A healthy lifestyle helps prevent heart disease

In a study published in the New England Journal of Medicine, researchers reported that middle-aged women who maintained a healthy lifestyle had an 80% lower risk of heart disease, when compared to the other women in the study group. Over 84,000 women participated in this study and results were based on dietary and lifestyle data gathered over a period of 14 years.7

Inherited risk factors

There’s plenty of evidence to show that a healthy lifestyle is good for your heart. However, there are other factors that put you at risk for high cholesterol and these can’t be changed. For example, if one or more of your parents had high cholesterol, then there’s a greater chance that you will have high cholesterol. Although you can’t change these types of risk factors, you can minimize their effects on your health by identifying them early and take action to manage your cholesterol levels.

If you think you may be at risk for high cholesterol, talk to your doctor about getting a cholesterol test done.

Common risk factors for high cholesterol:

Risk factors you can’t control Risk increases if:
Age You are a man over 40 or a woman over 50. High cholesterol risk increases with age.
Gender You are a post-menopausal woman. Estrogen helps keep cholesterol levels in a normal range. After menopause, estrogen levels drop, increasing high cholesterol risk.
Ethnicity You are of First Nations, African or South Asian descent. People from these ethnic backgrounds have a greater risk of heart disease.
Family history Close family members (your parents or siblings) have a history of heart disease, stroke or high cholesterol.  A family history of heart disease can double your own risk.
Previous stroke or TIA (transient ischemic attack) You have had a previous stroke or a TIA.
Risk factors you can control Risk increases if:
Overweight Your Body Mass Index is greater than 25 or your waist circumference is greater than 102 cm/40 inches for most men or 88 cm/35 inches for most women.
Eating habits You eat a diet high in saturated and trans fats.
Physical inactivity You perform less than 20 minutes of vigorous exercise, 30 minutes of moderate exercise or 60 minutes of light exercise, 4 to 7 days of the week.
Smoking You smoke or have only recently stopped smoking.
High alcohol consumption You drink excessively. Too much of any type of alcohol can increase your blood pressure and may contribute to the development of heart disease and stroke. Drinking alcohol in moderation is not harmful for most adults.
Stress If you have high levels of stress or prolonged stress.
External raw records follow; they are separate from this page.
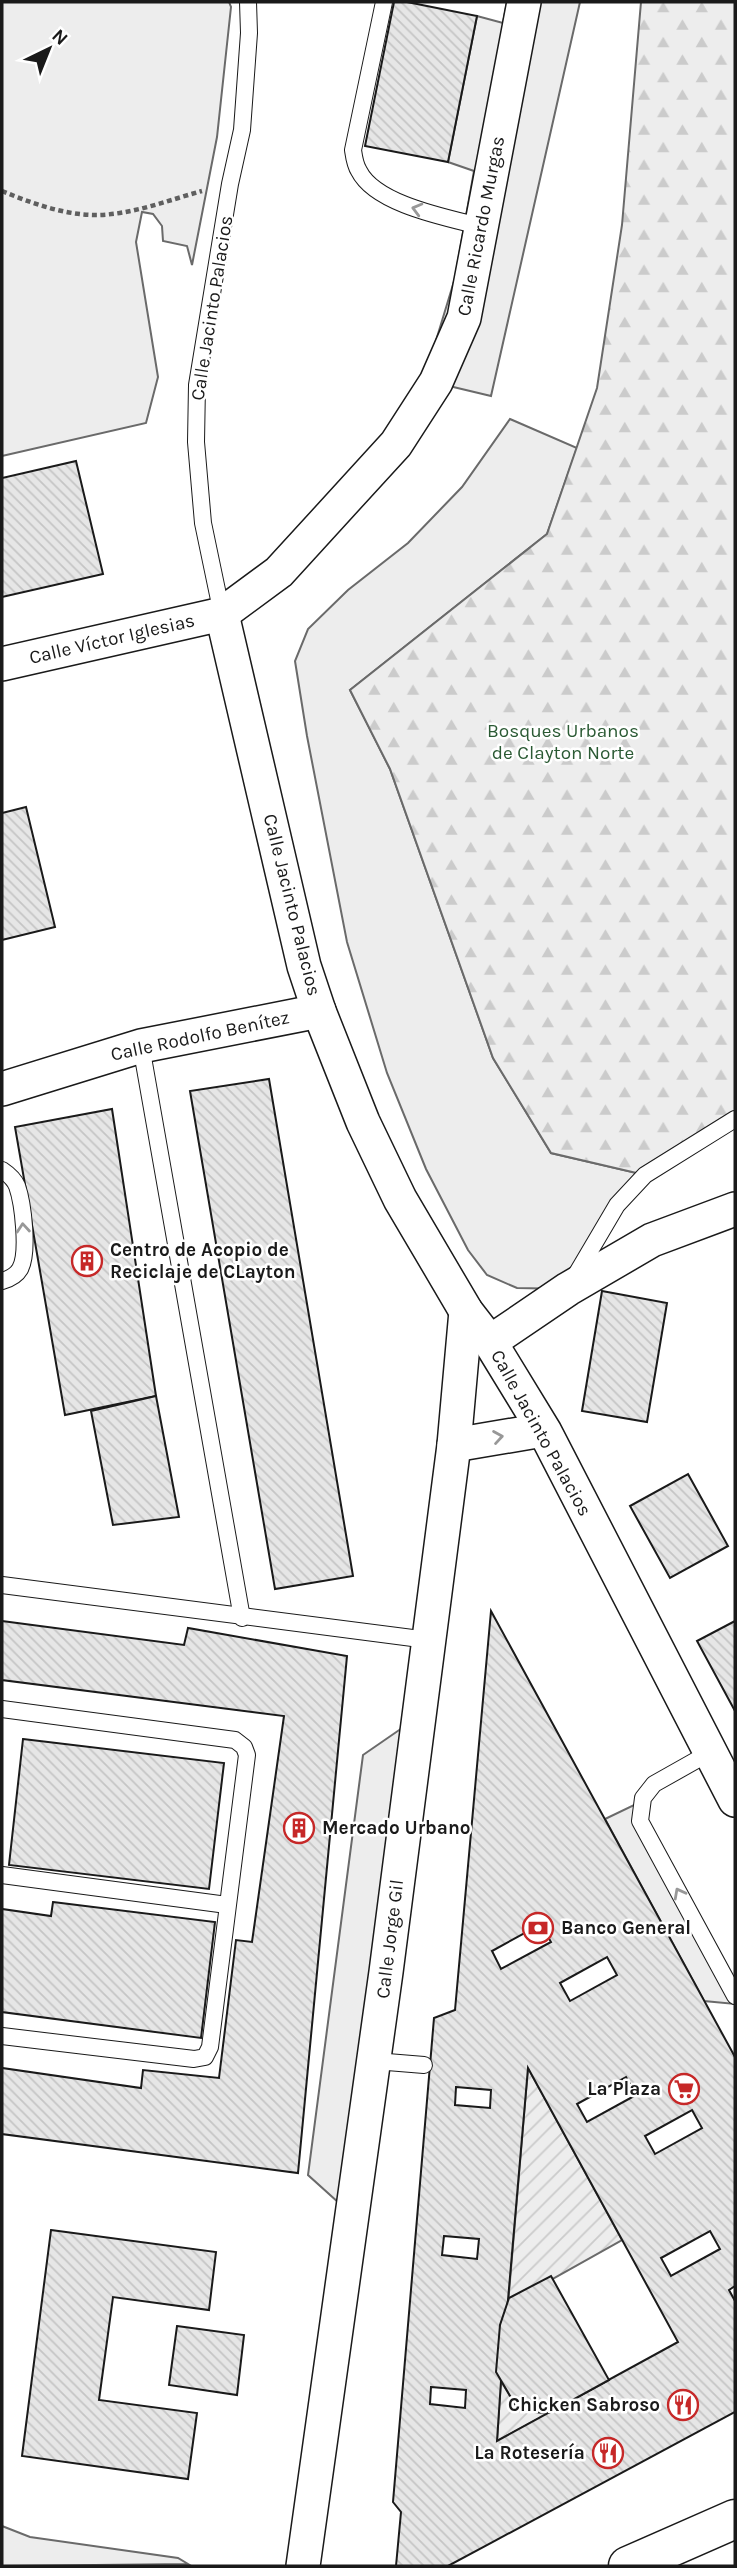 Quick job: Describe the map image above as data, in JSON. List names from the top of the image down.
{
  "streets": {
    "street": [
      "Calle Ricardo Murgas",
      "Calle Jacinto Palacios",
      "Calle Víctor Iglesias",
      "Calle Rodolfo Benítez",
      "Calle Jorge Gil"
    ]
  },
  "crossings": [
    ["Calle Ricardo Murgas", "Calle Jacinto Palacios"],
    ["Calle Ricardo Murgas", "Calle Víctor Iglesias"],
    ["Calle Jacinto Palacios", "Calle Víctor Iglesias"],
    ["Calle Jacinto Palacios", "Calle Rodolfo Benítez"],
    ["Calle Jacinto Palacios", "Calle Jorge Gil"]
  ],
  "parks": ["Bosques Urbanos de Clayton Norte"],
  "places": {
    "building": ["Centro de Acopio de Reciclaje de CLayton", "Mercado Urbano"],
    "bank": ["Banco General"],
    "supermarket": ["La Plaza"],
    "restaurant": ["Chicken Sabroso", "La Rotesería"]
  },
  "north": "top right"
}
Stress may be associated with higher blood cholesterol levels, increased blood pressure and a greater risk of developing atherosclerosis.
High blood pressure  You have been diagnosed with high blood pressure. High blood pressure can damage blood vessel walls causing scarring that promotes the buildup of plaque in your arteries.
Diabetes You have diabetes. Uncontrolled diabetes tends to raise LDL cholesterol and lower HDL cholesterol. Lifestyle changes and medical treatment can help you control these risk factors.